Organization is key to keeping track of all of your work. There are often open items causing you to put work down and go back to it. Staying organized is key to having a smooth transition back into the work after not looking at it and making sure the client is getting the information to you on time.

What advice would you give to students considering your career?

Get your CPA exams done during college if possible, or as soon as you can. It is a huge help to have it done since it takes so much time and dedication.

Portrait of Tasha Averill

Tasha Averill

Tasha Averill, CPA, is a staff accountant at Concannon Miller, a CPA and business advisory firm headquartered in Bethlehem, Pennsylvania. She works on small business returns, reviews, and compilations, along with tax projections and employee benefit plan audits. She is a graduate of Binghamton University with both a bachelor's and master's in accounting.

Questions About the Staff Accountant Job Description

What are a staff accountant's duties?

Staff accountant prepare financial reports, work with management on financial planning, and coordinate accounts payable and receivable. Duties often vary by organization.

What skills should a staff accountant have?

Skills staff accountants must demonstrate include assessing problems to find solutions; effectively communicating with colleagues, clients, and upper management; and maintaining organization to keep track of deadlines, projects, and client information.

What specializations can staff accountants have?

Common specializations for accountants include auditing, tax, and forensic accounting. The auditing specialization examines and evaluates financial statements to ensure accuracy and consistency. Tax specialists prepare tax returns with the goal of reducing tax liability. Forensic accountants uncover fraud and other financial crimes.

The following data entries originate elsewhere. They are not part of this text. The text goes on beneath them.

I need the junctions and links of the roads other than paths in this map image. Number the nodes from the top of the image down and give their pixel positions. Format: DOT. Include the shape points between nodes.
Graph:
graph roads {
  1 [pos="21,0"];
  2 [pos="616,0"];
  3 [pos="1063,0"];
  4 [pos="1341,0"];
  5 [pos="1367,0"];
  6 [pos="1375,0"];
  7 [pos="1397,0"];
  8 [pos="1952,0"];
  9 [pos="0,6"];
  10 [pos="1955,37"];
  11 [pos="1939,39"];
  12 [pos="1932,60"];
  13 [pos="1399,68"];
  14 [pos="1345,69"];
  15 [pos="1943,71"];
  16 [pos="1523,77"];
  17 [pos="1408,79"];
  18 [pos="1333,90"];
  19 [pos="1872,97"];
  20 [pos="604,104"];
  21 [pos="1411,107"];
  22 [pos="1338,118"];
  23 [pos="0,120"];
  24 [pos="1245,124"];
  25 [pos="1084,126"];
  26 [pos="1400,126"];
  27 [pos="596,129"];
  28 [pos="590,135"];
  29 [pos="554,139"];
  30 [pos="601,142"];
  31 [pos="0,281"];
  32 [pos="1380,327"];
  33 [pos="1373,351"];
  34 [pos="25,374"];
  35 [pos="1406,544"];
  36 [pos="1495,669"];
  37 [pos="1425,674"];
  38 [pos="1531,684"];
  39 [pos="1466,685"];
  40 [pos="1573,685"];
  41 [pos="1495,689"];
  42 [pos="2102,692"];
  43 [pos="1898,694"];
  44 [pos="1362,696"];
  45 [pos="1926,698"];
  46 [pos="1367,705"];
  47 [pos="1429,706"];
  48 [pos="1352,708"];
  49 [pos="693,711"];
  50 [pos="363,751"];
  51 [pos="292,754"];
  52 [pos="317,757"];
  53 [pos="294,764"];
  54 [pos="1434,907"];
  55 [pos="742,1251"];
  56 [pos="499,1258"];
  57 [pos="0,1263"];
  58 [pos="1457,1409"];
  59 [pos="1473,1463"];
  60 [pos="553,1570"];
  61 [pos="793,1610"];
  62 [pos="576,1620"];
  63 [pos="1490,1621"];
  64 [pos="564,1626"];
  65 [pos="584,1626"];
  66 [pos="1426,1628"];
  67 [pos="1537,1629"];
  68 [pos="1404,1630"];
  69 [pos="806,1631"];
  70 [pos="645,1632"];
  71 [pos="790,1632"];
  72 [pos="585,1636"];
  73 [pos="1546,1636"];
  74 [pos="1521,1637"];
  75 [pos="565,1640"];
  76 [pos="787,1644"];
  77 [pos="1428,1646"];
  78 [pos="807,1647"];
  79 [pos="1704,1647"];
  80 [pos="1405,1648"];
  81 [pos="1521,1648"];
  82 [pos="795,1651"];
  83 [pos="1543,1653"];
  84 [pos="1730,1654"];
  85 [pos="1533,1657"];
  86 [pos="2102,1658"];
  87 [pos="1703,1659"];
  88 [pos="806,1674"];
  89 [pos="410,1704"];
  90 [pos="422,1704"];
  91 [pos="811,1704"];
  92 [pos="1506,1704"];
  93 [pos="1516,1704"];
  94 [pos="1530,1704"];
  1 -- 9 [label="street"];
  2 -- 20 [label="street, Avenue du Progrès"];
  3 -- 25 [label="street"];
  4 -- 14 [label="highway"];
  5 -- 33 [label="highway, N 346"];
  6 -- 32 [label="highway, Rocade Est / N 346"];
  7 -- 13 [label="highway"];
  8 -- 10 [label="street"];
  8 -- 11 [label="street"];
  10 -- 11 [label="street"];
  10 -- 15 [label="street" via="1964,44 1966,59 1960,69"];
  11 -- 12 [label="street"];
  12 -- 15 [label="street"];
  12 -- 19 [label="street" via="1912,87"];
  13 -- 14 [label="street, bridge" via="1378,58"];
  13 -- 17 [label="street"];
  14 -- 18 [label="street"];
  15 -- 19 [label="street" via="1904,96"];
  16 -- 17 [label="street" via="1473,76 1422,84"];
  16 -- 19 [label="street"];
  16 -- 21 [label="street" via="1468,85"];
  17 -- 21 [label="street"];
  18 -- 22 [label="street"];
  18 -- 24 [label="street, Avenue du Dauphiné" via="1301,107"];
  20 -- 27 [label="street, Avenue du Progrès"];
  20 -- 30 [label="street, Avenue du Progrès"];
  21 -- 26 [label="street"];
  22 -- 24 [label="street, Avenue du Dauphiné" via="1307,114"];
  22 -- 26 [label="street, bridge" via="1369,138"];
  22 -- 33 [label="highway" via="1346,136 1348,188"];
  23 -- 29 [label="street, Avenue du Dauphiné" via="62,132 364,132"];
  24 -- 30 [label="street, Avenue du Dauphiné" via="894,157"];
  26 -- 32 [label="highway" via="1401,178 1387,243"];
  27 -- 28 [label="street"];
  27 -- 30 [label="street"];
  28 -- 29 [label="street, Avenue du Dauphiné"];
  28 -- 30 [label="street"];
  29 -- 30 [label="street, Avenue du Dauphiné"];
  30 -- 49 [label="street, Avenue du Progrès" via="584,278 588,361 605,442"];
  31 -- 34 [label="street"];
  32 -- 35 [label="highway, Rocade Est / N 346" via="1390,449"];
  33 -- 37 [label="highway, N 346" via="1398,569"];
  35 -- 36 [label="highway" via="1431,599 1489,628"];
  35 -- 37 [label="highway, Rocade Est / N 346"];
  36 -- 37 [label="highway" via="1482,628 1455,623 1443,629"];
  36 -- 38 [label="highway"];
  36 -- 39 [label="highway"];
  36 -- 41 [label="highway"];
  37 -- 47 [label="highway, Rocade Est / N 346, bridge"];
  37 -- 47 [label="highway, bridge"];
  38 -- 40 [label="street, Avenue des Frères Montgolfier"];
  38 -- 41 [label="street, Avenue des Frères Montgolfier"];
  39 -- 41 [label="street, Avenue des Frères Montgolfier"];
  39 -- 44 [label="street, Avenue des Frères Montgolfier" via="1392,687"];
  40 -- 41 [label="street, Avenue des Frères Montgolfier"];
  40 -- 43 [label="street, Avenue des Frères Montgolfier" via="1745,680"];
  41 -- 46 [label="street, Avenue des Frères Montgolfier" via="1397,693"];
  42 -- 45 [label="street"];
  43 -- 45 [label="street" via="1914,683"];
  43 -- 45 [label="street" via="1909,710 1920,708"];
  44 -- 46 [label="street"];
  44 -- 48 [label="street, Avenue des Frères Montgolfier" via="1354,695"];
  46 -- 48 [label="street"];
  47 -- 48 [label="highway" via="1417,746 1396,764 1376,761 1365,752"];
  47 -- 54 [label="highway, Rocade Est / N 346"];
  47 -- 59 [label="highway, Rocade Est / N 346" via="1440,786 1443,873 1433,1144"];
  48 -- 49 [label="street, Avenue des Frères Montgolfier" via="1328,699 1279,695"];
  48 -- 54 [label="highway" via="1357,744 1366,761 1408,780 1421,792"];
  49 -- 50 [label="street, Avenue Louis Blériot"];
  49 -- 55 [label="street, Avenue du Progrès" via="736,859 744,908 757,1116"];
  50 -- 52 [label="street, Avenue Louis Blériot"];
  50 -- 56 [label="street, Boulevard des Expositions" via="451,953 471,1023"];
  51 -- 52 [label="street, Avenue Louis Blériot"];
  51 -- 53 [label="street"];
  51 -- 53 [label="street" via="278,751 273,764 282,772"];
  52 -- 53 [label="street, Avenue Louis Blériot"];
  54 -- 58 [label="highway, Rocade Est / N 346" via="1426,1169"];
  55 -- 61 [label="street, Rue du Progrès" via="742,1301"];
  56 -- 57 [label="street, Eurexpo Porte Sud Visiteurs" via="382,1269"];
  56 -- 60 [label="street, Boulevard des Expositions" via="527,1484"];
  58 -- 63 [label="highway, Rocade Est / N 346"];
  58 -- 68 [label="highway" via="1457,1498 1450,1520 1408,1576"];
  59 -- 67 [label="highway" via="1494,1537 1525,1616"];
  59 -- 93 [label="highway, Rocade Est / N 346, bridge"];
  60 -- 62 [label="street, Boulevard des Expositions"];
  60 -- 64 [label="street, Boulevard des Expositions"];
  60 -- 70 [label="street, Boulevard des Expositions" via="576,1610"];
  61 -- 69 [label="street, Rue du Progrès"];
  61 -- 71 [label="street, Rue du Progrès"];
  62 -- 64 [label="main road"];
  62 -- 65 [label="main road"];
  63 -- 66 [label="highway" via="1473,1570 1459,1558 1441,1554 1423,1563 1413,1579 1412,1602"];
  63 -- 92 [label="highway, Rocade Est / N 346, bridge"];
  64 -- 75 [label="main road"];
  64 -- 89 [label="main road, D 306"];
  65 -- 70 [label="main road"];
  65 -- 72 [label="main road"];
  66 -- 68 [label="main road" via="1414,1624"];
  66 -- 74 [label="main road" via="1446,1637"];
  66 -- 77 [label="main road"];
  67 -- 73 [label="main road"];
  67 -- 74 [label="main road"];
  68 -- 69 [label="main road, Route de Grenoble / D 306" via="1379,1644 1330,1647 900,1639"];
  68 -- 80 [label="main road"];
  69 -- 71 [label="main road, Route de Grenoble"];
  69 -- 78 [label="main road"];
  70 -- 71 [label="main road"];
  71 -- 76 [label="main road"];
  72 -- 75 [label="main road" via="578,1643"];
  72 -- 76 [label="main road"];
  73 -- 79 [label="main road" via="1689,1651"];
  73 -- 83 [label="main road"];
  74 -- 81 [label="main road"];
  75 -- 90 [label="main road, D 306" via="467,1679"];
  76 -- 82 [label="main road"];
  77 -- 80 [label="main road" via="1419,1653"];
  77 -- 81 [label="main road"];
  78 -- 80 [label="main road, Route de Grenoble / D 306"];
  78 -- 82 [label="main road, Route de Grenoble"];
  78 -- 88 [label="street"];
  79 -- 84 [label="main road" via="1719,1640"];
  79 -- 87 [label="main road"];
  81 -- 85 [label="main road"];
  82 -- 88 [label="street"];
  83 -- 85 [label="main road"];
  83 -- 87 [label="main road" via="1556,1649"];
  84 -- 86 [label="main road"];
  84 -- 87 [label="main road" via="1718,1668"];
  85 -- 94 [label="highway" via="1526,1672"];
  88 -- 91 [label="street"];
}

Where does a staff accountant work?

Staff accountants work in a variety of settings, such as public accounting firms, corporate accounting departments, and nonprofit organizations. They can work remotely or in a traditional office setting.

Is staff accountant a good career?

The BLS projects 7% growth for accounting and auditing careers from 2020 to 2030, demonstrating a continued need for these professionals in the coming years. BLS salary data also shows that accountants earn higher-than-average wages.